What to do:
Output the listing word for word, minus images.

Records shown:
○ ○ ○ ○ ○

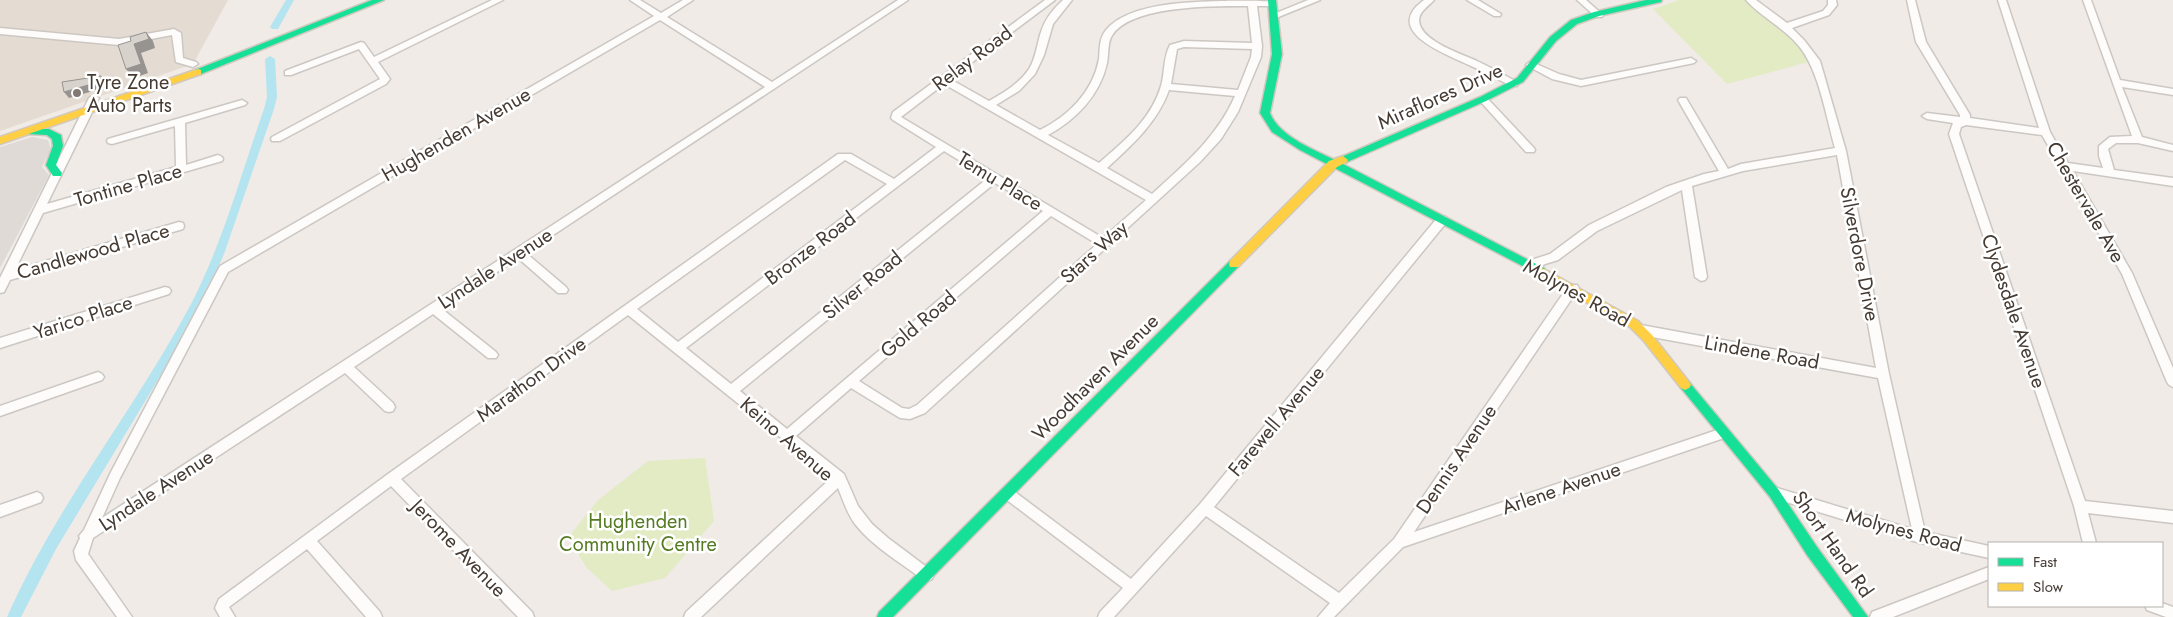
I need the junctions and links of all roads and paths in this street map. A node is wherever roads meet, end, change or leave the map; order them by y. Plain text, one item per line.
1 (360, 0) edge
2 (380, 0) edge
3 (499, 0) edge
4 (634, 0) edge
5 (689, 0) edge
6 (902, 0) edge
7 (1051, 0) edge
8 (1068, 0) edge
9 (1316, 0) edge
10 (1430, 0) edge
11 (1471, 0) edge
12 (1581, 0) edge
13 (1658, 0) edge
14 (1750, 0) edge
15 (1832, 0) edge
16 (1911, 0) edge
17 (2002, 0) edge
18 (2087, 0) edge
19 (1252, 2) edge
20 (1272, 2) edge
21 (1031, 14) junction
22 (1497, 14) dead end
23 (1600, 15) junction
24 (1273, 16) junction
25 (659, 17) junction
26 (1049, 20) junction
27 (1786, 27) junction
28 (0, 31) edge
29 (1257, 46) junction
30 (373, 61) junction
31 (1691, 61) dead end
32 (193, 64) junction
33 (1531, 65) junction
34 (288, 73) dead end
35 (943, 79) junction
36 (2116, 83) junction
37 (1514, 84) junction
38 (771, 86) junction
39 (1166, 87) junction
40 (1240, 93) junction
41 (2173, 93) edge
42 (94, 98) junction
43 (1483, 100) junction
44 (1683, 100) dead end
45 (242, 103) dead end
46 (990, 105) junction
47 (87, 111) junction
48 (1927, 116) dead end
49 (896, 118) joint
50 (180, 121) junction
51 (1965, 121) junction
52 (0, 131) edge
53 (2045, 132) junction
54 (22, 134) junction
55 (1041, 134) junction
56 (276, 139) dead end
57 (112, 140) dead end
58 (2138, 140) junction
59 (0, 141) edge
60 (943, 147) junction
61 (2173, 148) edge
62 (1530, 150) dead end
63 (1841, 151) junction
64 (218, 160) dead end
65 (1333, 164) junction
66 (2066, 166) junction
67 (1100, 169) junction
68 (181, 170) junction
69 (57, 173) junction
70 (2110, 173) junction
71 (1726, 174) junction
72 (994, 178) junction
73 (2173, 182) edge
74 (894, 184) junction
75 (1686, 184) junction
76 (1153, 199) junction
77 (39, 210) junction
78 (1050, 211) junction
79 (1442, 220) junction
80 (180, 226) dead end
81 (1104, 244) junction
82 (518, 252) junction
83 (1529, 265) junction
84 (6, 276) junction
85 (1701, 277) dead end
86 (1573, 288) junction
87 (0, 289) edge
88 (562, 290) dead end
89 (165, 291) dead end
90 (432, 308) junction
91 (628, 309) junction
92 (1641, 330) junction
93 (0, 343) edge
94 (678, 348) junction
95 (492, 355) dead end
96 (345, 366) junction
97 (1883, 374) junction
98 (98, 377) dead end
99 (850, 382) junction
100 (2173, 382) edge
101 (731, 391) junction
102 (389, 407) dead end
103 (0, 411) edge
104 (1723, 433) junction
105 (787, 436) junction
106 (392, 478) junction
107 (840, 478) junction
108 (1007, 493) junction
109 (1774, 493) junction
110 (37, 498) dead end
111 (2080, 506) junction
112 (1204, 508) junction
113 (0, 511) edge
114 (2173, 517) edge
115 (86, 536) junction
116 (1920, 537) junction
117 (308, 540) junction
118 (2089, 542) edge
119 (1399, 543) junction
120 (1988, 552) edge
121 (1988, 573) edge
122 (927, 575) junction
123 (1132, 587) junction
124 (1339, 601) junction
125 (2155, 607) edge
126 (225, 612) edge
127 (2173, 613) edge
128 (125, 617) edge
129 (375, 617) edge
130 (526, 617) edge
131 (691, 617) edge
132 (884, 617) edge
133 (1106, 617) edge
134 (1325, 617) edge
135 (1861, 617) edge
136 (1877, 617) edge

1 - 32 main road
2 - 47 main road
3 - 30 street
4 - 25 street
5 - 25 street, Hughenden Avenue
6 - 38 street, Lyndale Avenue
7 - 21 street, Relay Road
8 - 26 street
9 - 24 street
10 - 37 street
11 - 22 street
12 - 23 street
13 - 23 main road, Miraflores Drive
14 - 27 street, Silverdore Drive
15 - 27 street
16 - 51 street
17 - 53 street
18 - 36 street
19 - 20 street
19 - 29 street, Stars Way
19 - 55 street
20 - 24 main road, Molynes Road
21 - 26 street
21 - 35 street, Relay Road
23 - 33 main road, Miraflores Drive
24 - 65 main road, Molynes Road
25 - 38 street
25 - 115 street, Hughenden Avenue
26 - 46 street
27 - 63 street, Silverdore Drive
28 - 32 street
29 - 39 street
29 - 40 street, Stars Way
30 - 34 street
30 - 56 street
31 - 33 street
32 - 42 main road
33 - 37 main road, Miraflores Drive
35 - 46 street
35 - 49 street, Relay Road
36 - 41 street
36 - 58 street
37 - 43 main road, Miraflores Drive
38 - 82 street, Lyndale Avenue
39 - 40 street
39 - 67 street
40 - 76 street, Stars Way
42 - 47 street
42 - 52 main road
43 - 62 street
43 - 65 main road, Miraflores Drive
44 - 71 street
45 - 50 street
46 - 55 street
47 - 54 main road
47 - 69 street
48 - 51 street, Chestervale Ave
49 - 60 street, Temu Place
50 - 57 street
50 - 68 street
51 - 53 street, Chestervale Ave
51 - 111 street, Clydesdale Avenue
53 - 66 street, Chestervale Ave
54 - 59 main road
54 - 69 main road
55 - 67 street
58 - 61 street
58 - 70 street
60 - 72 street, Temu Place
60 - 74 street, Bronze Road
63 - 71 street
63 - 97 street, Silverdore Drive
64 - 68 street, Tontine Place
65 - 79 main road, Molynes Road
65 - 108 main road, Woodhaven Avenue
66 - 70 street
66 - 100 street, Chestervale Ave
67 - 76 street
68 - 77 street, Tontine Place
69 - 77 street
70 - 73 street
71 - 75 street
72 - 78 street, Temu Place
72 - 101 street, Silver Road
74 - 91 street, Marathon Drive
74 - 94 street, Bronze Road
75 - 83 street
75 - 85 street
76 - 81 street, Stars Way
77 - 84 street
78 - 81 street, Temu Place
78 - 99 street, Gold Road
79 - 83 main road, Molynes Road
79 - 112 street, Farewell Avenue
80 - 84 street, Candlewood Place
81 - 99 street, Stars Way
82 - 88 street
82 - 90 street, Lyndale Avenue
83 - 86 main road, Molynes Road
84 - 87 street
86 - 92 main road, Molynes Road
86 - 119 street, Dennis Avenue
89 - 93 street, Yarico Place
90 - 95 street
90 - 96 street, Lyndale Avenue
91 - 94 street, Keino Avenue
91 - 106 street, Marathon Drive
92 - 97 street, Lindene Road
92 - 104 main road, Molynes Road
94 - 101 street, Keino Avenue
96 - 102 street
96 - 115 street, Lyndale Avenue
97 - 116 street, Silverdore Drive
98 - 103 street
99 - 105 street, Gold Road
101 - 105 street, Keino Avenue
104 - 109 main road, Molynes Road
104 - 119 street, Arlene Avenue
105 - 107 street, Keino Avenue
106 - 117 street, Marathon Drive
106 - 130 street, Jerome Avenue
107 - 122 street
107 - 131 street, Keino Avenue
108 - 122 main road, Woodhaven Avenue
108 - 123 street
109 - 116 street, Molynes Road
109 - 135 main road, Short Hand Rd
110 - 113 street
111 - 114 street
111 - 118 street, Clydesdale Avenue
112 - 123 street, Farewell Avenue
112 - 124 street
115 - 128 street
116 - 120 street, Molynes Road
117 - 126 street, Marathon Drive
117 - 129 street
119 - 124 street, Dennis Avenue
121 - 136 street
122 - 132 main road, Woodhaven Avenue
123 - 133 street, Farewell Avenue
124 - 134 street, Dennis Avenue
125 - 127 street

○ ○ ○ ○ ○

Answer section:
I need the junctions and links of all roads and paths in this street map. A node is wherever roads meet, end, change or leave the map; order them by y. Plain text, one item per line.
1 (360, 0) edge
2 (380, 0) edge
3 (499, 0) edge
4 (634, 0) edge
5 (689, 0) edge
6 (902, 0) edge
7 (1051, 0) edge
8 (1068, 0) edge
9 (1316, 0) edge
10 (1430, 0) edge
11 (1471, 0) edge
12 (1581, 0) edge
13 (1658, 0) edge
14 (1750, 0) edge
15 (1832, 0) edge
16 (1911, 0) edge
17 (2002, 0) edge
18 (2087, 0) edge
19 (1252, 2) edge
20 (1272, 2) edge
21 (1031, 14) junction
22 (1497, 14) dead end
23 (1600, 15) junction
24 (1273, 16) junction
25 (659, 17) junction
26 (1049, 20) junction
27 (1786, 27) junction
28 (0, 31) edge
29 (1257, 46) junction
30 (373, 61) junction
31 (1691, 61) dead end
32 (193, 64) junction
33 (1531, 65) junction
34 (288, 73) dead end
35 (943, 79) junction
36 (2116, 83) junction
37 (1514, 84) junction
38 (771, 86) junction
39 (1166, 87) junction
40 (1240, 93) junction
41 (2173, 93) edge
42 (94, 98) junction
43 (1483, 100) junction
44 (1683, 100) dead end
45 (242, 103) dead end
46 (990, 105) junction
47 (87, 111) junction
48 (1927, 116) dead end
49 (896, 118) joint
50 (180, 121) junction
51 (1965, 121) junction
52 (0, 131) edge
53 (2045, 132) junction
54 (22, 134) junction
55 (1041, 134) junction
56 (276, 139) dead end
57 (112, 140) dead end
58 (2138, 140) junction
59 (0, 141) edge
60 (943, 147) junction
61 (2173, 148) edge
62 (1530, 150) dead end
63 (1841, 151) junction
64 (218, 160) dead end
65 (1333, 164) junction
66 (2066, 166) junction
67 (1100, 169) junction
68 (181, 170) junction
69 (57, 173) junction
70 (2110, 173) junction
71 (1726, 174) junction
72 (994, 178) junction
73 (2173, 182) edge
74 (894, 184) junction
75 (1686, 184) junction
76 (1153, 199) junction
77 (39, 210) junction
78 (1050, 211) junction
79 (1442, 220) junction
80 (180, 226) dead end
81 (1104, 244) junction
82 (518, 252) junction
83 (1529, 265) junction
84 (6, 276) junction
85 (1701, 277) dead end
86 (1573, 288) junction
87 (0, 289) edge
88 (562, 290) dead end
89 (165, 291) dead end
90 (432, 308) junction
91 (628, 309) junction
92 (1641, 330) junction
93 (0, 343) edge
94 (678, 348) junction
95 (492, 355) dead end
96 (345, 366) junction
97 (1883, 374) junction
98 (98, 377) dead end
99 (850, 382) junction
100 (2173, 382) edge
101 (731, 391) junction
102 (389, 407) dead end
103 (0, 411) edge
104 (1723, 433) junction
105 (787, 436) junction
106 (392, 478) junction
107 (840, 478) junction
108 (1007, 493) junction
109 (1774, 493) junction
110 (37, 498) dead end
111 (2080, 506) junction
112 (1204, 508) junction
113 (0, 511) edge
114 (2173, 517) edge
115 (86, 536) junction
116 (1920, 537) junction
117 (308, 540) junction
118 (2089, 542) edge
119 (1399, 543) junction
120 (1988, 552) edge
121 (1988, 573) edge
122 (927, 575) junction
123 (1132, 587) junction
124 (1339, 601) junction
125 (2155, 607) edge
126 (225, 612) edge
127 (2173, 613) edge
128 (125, 617) edge
129 (375, 617) edge
130 (526, 617) edge
131 (691, 617) edge
132 (884, 617) edge
133 (1106, 617) edge
134 (1325, 617) edge
135 (1861, 617) edge
136 (1877, 617) edge

1 - 32 main road
2 - 47 main road
3 - 30 street
4 - 25 street
5 - 25 street, Hughenden Avenue
6 - 38 street, Lyndale Avenue
7 - 21 street, Relay Road
8 - 26 street
9 - 24 street
10 - 37 street
11 - 22 street
12 - 23 street
13 - 23 main road, Miraflores Drive
14 - 27 street, Silverdore Drive
15 - 27 street
16 - 51 street
17 - 53 street
18 - 36 street
19 - 20 street
19 - 29 street, Stars Way
19 - 55 street
20 - 24 main road, Molynes Road
21 - 26 street
21 - 35 street, Relay Road
23 - 33 main road, Miraflores Drive
24 - 65 main road, Molynes Road
25 - 38 street
25 - 115 street, Hughenden Avenue
26 - 46 street
27 - 63 street, Silverdore Drive
28 - 32 street
29 - 39 street
29 - 40 street, Stars Way
30 - 34 street
30 - 56 street
31 - 33 street
32 - 42 main road
33 - 37 main road, Miraflores Drive
35 - 46 street
35 - 49 street, Relay Road
36 - 41 street
36 - 58 street
37 - 43 main road, Miraflores Drive
38 - 82 street, Lyndale Avenue
39 - 40 street
39 - 67 street
40 - 76 street, Stars Way
42 - 47 street
42 - 52 main road
43 - 62 street
43 - 65 main road, Miraflores Drive
44 - 71 street
45 - 50 street
46 - 55 street
47 - 54 main road
47 - 69 street
48 - 51 street, Chestervale Ave
49 - 60 street, Temu Place
50 - 57 street
50 - 68 street
51 - 53 street, Chestervale Ave
51 - 111 street, Clydesdale Avenue
53 - 66 street, Chestervale Ave
54 - 59 main road
54 - 69 main road
55 - 67 street
58 - 61 street
58 - 70 street
60 - 72 street, Temu Place
60 - 74 street, Bronze Road
63 - 71 street
63 - 97 street, Silverdore Drive
64 - 68 street, Tontine Place
65 - 79 main road, Molynes Road
65 - 108 main road, Woodhaven Avenue
66 - 70 street
66 - 100 street, Chestervale Ave
67 - 76 street
68 - 77 street, Tontine Place
69 - 77 street
70 - 73 street
71 - 75 street
72 - 78 street, Temu Place
72 - 101 street, Silver Road
74 - 91 street, Marathon Drive
74 - 94 street, Bronze Road
75 - 83 street
75 - 85 street
76 - 81 street, Stars Way
77 - 84 street
78 - 81 street, Temu Place
78 - 99 street, Gold Road
79 - 83 main road, Molynes Road
79 - 112 street, Farewell Avenue
80 - 84 street, Candlewood Place
81 - 99 street, Stars Way
82 - 88 street
82 - 90 street, Lyndale Avenue
83 - 86 main road, Molynes Road
84 - 87 street
86 - 92 main road, Molynes Road
86 - 119 street, Dennis Avenue
89 - 93 street, Yarico Place
90 - 95 street
90 - 96 street, Lyndale Avenue
91 - 94 street, Keino Avenue
91 - 106 street, Marathon Drive
92 - 97 street, Lindene Road
92 - 104 main road, Molynes Road
94 - 101 street, Keino Avenue
96 - 102 street
96 - 115 street, Lyndale Avenue
97 - 116 street, Silverdore Drive
98 - 103 street
99 - 105 street, Gold Road
101 - 105 street, Keino Avenue
104 - 109 main road, Molynes Road
104 - 119 street, Arlene Avenue
105 - 107 street, Keino Avenue
106 - 117 street, Marathon Drive
106 - 130 street, Jerome Avenue
107 - 122 street
107 - 131 street, Keino Avenue
108 - 122 main road, Woodhaven Avenue
108 - 123 street
109 - 116 street, Molynes Road
109 - 135 main road, Short Hand Rd
110 - 113 street
111 - 114 street
111 - 118 street, Clydesdale Avenue
112 - 123 street, Farewell Avenue
112 - 124 street
115 - 128 street
116 - 120 street, Molynes Road
117 - 126 street, Marathon Drive
117 - 129 street
119 - 124 street, Dennis Avenue
121 - 136 street
122 - 132 main road, Woodhaven Avenue
123 - 133 street, Farewell Avenue
124 - 134 street, Dennis Avenue
125 - 127 street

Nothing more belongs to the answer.